▸ Data supplied
################
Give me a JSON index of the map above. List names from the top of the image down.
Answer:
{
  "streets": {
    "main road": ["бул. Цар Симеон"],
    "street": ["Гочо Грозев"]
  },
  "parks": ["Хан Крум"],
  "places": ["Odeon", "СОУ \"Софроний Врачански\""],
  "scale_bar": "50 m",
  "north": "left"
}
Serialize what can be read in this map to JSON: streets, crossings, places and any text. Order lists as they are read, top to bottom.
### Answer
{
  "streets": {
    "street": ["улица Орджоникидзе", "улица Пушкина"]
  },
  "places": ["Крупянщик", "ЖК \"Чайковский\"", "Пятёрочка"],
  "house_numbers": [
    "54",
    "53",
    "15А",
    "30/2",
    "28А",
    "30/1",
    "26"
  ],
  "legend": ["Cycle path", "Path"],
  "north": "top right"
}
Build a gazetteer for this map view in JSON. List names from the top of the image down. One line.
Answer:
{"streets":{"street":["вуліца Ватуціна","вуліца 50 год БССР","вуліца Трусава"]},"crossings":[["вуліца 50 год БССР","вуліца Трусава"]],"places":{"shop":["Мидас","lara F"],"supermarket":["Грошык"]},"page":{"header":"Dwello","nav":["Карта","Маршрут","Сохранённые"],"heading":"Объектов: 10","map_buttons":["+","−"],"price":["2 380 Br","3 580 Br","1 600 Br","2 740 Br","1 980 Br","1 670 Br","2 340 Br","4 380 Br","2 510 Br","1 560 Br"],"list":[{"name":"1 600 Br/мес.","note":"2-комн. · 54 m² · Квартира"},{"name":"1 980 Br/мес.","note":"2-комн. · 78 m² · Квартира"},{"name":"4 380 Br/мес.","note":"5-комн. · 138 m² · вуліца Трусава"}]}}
################
▸ What to work on
Word for word, reproduce every line of the data.

▸ Task result
Give me a JSON index of the map above. List names from the top of the image down.
Answer:
{
  "streets": {
    "main road": ["бул. Цар Симеон"],
    "street": ["Гочо Грозев"]
  },
  "parks": ["Хан Крум"],
  "places": ["Odeon", "СОУ \"Софроний Врачански\""],
  "scale_bar": "50 m",
  "north": "left"
}
Serialize what can be read in this map to JSON: streets, crossings, places and any text. Order lists as they are read, top to bottom.
### Answer
{
  "streets": {
    "street": ["улица Орджоникидзе", "улица Пушкина"]
  },
  "places": ["Крупянщик", "ЖК \"Чайковский\"", "Пятёрочка"],
  "house_numbers": [
    "54",
    "53",
    "15А",
    "30/2",
    "28А",
    "30/1",
    "26"
  ],
  "legend": ["Cycle path", "Path"],
  "north": "top right"
}
Build a gazetteer for this map view in JSON. List names from the top of the image down. One line.
Answer:
{"streets":{"street":["вуліца Ватуціна","вуліца 50 год БССР","вуліца Трусава"]},"crossings":[["вуліца 50 год БССР","вуліца Трусава"]],"places":{"shop":["Мидас","lara F"],"supermarket":["Грошык"]},"page":{"header":"Dwello","nav":["Карта","Маршрут","Сохранённые"],"heading":"Объектов: 10","map_buttons":["+","−"],"price":["2 380 Br","3 580 Br","1 600 Br","2 740 Br","1 980 Br","1 670 Br","2 340 Br","4 380 Br","2 510 Br","1 560 Br"],"list":[{"name":"1 600 Br/мес.","note":"2-комн. · 54 m² · Квартира"},{"name":"1 980 Br/мес.","note":"2-комн. · 78 m² · Квартира"},{"name":"4 380 Br/мес.","note":"5-комн. · 138 m² · вуліца Трусава"}]}}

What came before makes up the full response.